**Instructions for the task**
Could you write out the opening lines of the data, word for word, stopping after the line that contains "Please list the"?

(Saved entries)

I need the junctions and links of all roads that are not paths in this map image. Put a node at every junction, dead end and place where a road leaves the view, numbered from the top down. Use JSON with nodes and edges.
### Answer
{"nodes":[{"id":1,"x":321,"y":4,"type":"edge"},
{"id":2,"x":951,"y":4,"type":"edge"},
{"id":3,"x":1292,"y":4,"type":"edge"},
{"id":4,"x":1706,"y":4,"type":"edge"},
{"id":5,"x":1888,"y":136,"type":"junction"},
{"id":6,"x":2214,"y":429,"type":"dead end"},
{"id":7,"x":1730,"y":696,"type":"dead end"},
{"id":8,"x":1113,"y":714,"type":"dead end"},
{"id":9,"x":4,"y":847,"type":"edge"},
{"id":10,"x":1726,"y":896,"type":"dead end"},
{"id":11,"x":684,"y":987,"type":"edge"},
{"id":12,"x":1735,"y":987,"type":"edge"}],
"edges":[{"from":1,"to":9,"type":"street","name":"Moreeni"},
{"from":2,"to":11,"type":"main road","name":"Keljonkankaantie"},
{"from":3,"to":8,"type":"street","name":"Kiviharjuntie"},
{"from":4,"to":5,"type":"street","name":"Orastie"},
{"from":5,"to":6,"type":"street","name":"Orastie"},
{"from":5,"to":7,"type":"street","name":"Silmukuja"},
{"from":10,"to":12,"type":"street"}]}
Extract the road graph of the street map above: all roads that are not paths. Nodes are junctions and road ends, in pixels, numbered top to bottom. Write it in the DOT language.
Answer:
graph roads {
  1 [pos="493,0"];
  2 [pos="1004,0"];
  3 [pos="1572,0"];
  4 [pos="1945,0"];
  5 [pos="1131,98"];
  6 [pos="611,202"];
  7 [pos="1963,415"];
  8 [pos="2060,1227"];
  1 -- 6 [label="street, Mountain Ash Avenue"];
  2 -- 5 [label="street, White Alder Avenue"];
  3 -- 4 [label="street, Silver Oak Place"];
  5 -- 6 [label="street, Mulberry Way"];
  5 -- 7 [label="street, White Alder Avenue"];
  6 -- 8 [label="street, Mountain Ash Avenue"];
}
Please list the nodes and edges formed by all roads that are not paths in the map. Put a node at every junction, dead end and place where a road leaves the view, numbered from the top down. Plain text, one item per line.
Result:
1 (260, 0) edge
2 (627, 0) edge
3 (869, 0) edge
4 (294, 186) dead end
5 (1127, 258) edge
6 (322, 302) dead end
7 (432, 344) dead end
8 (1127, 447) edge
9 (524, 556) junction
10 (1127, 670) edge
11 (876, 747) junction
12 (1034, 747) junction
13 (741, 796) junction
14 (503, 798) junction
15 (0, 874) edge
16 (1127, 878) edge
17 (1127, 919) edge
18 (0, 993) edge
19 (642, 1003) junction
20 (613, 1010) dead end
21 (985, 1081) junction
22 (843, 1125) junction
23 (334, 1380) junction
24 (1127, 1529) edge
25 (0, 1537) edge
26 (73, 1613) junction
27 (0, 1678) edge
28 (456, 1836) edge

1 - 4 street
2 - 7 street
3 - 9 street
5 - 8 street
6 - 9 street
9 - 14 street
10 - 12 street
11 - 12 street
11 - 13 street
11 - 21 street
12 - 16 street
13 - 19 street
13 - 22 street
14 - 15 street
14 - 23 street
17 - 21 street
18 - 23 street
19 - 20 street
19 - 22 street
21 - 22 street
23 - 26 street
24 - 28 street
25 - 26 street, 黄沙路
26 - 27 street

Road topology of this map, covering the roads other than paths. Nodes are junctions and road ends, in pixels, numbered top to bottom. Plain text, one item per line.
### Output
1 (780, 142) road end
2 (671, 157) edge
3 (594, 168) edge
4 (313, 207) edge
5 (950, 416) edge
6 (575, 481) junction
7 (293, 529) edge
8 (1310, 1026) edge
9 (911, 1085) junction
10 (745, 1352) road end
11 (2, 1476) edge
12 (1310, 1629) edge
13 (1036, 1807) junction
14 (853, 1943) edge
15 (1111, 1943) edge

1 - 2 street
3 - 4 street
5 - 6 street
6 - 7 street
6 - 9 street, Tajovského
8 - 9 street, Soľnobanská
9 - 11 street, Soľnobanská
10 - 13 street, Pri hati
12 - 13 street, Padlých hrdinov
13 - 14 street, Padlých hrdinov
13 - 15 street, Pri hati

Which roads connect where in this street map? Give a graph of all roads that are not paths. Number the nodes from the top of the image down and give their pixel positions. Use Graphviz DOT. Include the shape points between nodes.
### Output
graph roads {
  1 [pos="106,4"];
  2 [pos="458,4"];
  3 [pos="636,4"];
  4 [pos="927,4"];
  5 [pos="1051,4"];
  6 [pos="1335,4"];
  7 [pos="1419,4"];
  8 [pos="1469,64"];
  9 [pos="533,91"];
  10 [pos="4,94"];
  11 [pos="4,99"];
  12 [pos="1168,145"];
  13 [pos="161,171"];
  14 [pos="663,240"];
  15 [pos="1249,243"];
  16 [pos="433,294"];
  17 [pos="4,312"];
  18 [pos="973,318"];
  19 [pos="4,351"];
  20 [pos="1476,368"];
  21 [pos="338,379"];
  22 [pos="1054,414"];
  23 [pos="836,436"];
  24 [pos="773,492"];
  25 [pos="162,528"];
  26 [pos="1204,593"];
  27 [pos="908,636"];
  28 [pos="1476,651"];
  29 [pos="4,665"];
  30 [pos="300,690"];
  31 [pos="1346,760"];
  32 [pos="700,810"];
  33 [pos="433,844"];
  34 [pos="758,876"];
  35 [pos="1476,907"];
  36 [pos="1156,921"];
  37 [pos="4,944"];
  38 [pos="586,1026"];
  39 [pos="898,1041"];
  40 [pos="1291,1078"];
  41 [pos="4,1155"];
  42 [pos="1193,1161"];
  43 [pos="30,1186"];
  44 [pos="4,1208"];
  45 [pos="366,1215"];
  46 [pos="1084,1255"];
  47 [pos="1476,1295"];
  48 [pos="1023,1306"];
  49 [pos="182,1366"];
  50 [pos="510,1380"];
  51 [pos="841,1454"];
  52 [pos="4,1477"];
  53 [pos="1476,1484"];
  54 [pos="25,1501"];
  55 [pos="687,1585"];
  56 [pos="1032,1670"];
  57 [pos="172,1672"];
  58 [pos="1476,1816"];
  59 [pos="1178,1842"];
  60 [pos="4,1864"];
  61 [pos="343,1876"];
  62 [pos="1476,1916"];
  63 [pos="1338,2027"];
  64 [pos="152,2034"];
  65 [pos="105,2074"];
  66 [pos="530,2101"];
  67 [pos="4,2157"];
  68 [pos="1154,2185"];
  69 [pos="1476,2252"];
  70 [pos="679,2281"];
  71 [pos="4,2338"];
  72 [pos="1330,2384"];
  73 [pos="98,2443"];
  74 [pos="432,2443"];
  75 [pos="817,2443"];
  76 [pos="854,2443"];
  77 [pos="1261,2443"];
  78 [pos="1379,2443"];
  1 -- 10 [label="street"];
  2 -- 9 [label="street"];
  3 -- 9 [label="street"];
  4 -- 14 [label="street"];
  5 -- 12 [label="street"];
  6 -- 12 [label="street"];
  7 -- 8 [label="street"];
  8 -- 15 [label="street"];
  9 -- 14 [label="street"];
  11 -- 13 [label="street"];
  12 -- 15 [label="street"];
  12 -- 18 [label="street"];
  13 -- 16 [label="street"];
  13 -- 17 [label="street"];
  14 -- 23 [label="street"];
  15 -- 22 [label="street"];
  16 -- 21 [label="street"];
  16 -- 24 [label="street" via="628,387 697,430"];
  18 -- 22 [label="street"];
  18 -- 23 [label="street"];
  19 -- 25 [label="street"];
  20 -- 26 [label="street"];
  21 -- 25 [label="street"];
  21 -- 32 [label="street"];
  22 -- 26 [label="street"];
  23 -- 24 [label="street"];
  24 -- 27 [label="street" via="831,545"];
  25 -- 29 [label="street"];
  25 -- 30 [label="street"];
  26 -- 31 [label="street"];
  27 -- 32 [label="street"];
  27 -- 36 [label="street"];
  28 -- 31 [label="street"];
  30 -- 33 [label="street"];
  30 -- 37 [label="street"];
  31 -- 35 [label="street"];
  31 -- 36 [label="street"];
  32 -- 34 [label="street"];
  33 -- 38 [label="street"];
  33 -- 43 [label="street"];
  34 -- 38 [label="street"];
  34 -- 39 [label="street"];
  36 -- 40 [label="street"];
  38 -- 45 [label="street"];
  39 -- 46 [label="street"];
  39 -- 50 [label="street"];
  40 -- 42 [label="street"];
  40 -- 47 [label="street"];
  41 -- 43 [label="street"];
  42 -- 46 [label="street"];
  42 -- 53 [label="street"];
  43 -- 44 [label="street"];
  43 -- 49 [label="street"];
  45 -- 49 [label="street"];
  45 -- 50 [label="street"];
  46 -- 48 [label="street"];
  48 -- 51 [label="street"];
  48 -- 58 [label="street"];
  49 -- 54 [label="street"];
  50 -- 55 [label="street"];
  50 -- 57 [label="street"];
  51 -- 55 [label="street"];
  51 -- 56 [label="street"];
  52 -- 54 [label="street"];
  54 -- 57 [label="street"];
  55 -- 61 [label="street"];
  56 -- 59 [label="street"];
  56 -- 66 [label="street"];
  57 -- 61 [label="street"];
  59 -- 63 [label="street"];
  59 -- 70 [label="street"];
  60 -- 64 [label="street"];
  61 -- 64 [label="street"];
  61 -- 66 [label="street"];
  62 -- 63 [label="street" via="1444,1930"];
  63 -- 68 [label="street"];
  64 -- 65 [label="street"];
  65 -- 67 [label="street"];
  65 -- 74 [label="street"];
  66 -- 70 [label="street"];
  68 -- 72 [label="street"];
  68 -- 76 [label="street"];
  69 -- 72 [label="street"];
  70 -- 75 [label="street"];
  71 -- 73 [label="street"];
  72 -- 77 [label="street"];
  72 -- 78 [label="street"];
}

**Exercise output**
I need the junctions and links of all roads that are not paths in this map image. Put a node at every junction, dead end and place where a road leaves the view, numbered from the top down. Use JSON with nodes and edges.
### Answer
{"nodes":[{"id":1,"x":321,"y":4,"type":"edge"},
{"id":2,"x":951,"y":4,"type":"edge"},
{"id":3,"x":1292,"y":4,"type":"edge"},
{"id":4,"x":1706,"y":4,"type":"edge"},
{"id":5,"x":1888,"y":136,"type":"junction"},
{"id":6,"x":2214,"y":429,"type":"dead end"},
{"id":7,"x":1730,"y":696,"type":"dead end"},
{"id":8,"x":1113,"y":714,"type":"dead end"},
{"id":9,"x":4,"y":847,"type":"edge"},
{"id":10,"x":1726,"y":896,"type":"dead end"},
{"id":11,"x":684,"y":987,"type":"edge"},
{"id":12,"x":1735,"y":987,"type":"edge"}],
"edges":[{"from":1,"to":9,"type":"street","name":"Moreeni"},
{"from":2,"to":11,"type":"main road","name":"Keljonkankaantie"},
{"from":3,"to":8,"type":"street","name":"Kiviharjuntie"},
{"from":4,"to":5,"type":"street","name":"Orastie"},
{"from":5,"to":6,"type":"street","name":"Orastie"},
{"from":5,"to":7,"type":"street","name":"Silmukuja"},
{"from":10,"to":12,"type":"street"}]}
Extract the road graph of the street map above: all roads that are not paths. Nodes are junctions and road ends, in pixels, numbered top to bottom. Write it in the DOT language.
Answer:
graph roads {
  1 [pos="493,0"];
  2 [pos="1004,0"];
  3 [pos="1572,0"];
  4 [pos="1945,0"];
  5 [pos="1131,98"];
  6 [pos="611,202"];
  7 [pos="1963,415"];
  8 [pos="2060,1227"];
  1 -- 6 [label="street, Mountain Ash Avenue"];
  2 -- 5 [label="street, White Alder Avenue"];
  3 -- 4 [label="street, Silver Oak Place"];
  5 -- 6 [label="street, Mulberry Way"];
  5 -- 7 [label="street, White Alder Avenue"];
  6 -- 8 [label="street, Mountain Ash Avenue"];
}
Please list the nodes and edges formed by all roads that are not paths in the map. Put a node at every junction, dead end and place where a road leaves the view, numbered from the top down. Plain text, one item per line.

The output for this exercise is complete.